Genetic requirements for mycobacterial survival during infection

Abstract

Despite the importance of tuberculosis as a public health problem, we know relatively little about the molecular mechanisms used by the causative organism, Mycobacterium tuberculosis, to persist in the host. To define these mechanisms, we have mutated virtually every nonessential gene of M. tuberculosis and determined the effect disrupting each gene on the growth rate of this pathogen during infection. A total of 194 genes that are specifically required for mycobacterial growth in vivo were identified. The behavior of these mutants provides a detailed view of the changing environment that the bacterium encounters as infection proceeds. A surprisingly large fraction of these genes are unique to mycobacteria and closely related species, indicating that many of the strategies used by this unusual group of organisms are fundamentally different from other pathogens

Fig. 1.

TraSH to identify attenuated mutants. C57BL/6J mice were infected intravenously with 10⁶ colony-forming units of the mutant library. At the indicated times after infection, surviving bacteria were recovered by plating on agar medium (in vivo pools). The in vitro pool was generated by replating the library. The in vitro pool contained mutants with insertions (represented by triangles) in each nonessential gene (black bars).

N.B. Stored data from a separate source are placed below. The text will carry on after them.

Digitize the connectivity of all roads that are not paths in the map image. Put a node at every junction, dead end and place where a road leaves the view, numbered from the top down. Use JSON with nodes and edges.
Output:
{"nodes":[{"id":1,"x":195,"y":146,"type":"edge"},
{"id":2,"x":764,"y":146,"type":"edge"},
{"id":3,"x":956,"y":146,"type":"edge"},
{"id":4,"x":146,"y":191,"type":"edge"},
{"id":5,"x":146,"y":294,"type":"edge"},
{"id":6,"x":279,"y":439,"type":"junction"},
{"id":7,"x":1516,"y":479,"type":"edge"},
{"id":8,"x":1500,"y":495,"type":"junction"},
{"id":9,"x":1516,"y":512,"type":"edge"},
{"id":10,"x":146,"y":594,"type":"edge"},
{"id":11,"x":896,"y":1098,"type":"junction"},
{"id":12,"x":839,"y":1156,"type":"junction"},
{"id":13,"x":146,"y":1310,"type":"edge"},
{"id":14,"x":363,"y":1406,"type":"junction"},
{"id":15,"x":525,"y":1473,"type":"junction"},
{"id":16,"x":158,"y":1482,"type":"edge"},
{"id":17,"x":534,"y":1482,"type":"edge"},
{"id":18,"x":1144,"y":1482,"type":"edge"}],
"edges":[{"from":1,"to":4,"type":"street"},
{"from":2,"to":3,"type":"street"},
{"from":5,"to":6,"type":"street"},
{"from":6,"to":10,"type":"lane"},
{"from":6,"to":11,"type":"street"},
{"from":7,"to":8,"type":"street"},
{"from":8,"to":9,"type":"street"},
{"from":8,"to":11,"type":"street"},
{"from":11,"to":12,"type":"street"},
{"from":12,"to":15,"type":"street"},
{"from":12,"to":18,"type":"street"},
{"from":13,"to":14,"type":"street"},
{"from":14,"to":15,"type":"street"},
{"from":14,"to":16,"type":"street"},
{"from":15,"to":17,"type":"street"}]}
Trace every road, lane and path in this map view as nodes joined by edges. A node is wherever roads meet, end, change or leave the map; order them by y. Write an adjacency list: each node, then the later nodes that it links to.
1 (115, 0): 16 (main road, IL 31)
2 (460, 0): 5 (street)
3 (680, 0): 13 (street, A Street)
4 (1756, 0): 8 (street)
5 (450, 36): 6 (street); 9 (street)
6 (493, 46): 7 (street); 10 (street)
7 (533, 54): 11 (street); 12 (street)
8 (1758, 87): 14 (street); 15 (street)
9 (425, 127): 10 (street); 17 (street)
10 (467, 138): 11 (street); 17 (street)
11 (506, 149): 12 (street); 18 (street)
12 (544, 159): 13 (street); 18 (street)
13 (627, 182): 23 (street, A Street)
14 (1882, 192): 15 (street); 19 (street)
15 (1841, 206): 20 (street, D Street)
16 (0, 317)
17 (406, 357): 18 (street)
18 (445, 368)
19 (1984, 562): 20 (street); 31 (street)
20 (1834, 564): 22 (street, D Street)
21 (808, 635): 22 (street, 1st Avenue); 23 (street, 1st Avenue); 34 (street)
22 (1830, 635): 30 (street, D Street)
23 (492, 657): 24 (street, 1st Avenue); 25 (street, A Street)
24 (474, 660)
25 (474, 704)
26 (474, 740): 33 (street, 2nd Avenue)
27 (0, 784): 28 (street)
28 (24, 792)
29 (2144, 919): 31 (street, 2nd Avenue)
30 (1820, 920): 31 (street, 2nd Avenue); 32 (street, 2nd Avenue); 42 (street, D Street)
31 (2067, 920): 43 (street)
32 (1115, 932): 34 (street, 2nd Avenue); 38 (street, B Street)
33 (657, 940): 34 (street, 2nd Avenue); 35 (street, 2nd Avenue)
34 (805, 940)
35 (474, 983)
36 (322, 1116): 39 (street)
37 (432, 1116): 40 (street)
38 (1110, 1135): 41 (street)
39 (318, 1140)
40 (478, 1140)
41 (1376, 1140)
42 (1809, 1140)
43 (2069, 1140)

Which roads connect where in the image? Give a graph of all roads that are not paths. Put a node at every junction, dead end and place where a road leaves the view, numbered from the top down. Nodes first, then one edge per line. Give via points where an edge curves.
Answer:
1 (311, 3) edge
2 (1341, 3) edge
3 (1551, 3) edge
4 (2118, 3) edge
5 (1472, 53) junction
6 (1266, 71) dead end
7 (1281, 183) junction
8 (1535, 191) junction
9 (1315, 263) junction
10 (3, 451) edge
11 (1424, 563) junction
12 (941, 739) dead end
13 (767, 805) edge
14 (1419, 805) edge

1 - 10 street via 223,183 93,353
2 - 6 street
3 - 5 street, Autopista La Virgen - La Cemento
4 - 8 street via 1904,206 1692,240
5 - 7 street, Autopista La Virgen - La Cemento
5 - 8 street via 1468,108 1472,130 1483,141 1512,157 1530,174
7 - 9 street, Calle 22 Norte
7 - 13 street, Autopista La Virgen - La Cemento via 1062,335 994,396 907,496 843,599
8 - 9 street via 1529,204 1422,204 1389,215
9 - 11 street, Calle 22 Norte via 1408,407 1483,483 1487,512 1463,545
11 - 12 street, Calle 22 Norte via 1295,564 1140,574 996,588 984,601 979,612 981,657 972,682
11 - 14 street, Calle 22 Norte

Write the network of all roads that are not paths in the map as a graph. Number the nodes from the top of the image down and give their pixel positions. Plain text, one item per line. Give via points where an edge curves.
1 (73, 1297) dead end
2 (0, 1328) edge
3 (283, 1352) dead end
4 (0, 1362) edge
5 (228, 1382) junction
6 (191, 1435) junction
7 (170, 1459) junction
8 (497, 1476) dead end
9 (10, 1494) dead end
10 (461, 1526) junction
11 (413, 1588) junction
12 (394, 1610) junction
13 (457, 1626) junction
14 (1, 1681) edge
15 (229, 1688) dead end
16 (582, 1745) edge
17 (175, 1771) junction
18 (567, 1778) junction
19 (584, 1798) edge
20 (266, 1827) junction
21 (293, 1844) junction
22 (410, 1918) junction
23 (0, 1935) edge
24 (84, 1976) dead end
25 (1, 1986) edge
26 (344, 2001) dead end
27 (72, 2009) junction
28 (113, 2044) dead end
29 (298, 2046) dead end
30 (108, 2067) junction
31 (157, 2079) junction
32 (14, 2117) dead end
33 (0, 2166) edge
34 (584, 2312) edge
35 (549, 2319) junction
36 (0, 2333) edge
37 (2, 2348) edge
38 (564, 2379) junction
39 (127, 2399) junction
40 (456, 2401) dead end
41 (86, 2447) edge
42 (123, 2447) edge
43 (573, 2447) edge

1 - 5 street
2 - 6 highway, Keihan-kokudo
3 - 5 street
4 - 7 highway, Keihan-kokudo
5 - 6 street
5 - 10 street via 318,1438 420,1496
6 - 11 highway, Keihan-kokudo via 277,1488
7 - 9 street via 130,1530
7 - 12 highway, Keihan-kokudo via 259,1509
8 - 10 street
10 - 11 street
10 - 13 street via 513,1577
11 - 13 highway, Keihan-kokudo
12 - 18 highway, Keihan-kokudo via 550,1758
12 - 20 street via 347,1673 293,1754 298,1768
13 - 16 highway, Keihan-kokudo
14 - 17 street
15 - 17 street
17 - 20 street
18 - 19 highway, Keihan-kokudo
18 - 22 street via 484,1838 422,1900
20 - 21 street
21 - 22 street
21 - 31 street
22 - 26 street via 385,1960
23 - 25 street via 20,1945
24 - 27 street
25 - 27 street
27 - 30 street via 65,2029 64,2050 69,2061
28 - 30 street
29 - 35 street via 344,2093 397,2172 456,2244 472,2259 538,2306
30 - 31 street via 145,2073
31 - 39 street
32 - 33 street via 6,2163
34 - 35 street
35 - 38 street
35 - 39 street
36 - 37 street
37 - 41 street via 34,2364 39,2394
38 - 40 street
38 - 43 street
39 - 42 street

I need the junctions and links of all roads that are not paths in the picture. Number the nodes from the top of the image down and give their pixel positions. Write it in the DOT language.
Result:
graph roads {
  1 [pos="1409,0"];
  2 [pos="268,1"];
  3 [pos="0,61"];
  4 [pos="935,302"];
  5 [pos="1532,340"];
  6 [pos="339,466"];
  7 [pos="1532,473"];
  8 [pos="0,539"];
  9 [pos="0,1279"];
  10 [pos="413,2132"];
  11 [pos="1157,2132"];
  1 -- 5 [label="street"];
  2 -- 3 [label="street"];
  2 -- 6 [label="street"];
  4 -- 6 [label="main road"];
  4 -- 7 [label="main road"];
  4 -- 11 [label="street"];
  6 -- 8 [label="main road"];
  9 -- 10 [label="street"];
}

Mutants harboring insertions in genes that are specifically required for survival in the mouse spleen (gray bars) were lost from the in vivo pool. Genomic DNA was isolated from each pool, and TraSH probe was generated that was complementary to the chromosomal sequence flanking each insertion in the pool (4). The probes from the two pools were labeled with different colored fluorophores and mixed. Probes were then hybridized to a microarray onto which DNA fragments (features) were immobilized that were complementary to each gene in the genome of M. tuberculosis. Features that hybridized to the probe from the in vitro, but not the in vivo, pool represented genes that were specifically required for growth in the mouse.

Fig. 2.

TraSH accurately predicts the in vivo growth characteristics of individual mutants. (A) Average TraSH ratios for the indicated genes (in vitro pool/in vivo pool) are plotted on a log scale as a function of time (circles). Individual strains carrying mutations in these genes were mixed with wild-type bacteria and inoculated into mice. The ratio (wild type/mutant) at each time point after infection is plotted (squares) on the same scale as the TraSH data. Data were normalized so the ratio of the inoculum equaled 1. Error bars represent standard deviations. (B) Growth of individual mutants in lung (filled bars) and spleen (open bars). Data were collected as in A from organs harvested after 4 weeks of infection except for Tn::Rv0573 (8 weeks). (C) Attenuated strains do not have in vitro growth defects. Each mutant strain was mixed with wild-type H37Rv and grown in triplicate broth cultures. The ratio of wild type to mutant was determined after inoculation (open bars) and after 10 days of growth (filled bars). Only the ratio for the ΔbioF mutant changed significantly (P = 0.0005; mutant grew faster than wild type).

Fig. 3.

Comparison of in vivo and in vitro growth rates. Predicted in vivo growth rates are represented as TraSH ratios (8-week in vivo pool/in vitro pool) for each gene on the x axis. Solid vertical line represents cutoff value of 0.4×, which defines attenuating mutations. Dotted line indicates cutoff for the definition of mutants with increased in vivo growth rates. Relative in vitro growth rates were determined previously (4) and are represented on the y axis as the ratio of TraSH probe from the in vitro pool divided by a control probe of labeled chromosomal DNA. Horizontal line represents 0.2× cutoff value, identifying mutants with in vitro growth defects.

Fig. 4.

In vivo behavior of mce mutants. TraSH ratios for each gene in the mce1 (Rv0169-Rv0178) or mce4 (Rv3492c-Rv3501c) loci are plotted as a function of time (yrbE1A and yrbE1B of mce1 locus were omitted because of lack of data). TraSH data compare mutants grown in vitro with those isolated from mouse spleens.

Fig. 5.

Genes surrounding esat6 are required for in vivo survival. The esat-6 locus is depicted and shaded according to the significance level (P value) that the ratio for each gene differs from 1 (at the 4-week time point). Homology between Rv3614c-Rv3616c and the esat-6 locus is indicated by arrows. “RD1” refers to the region deleted in M. bovis bacillus Calmette–Guérin.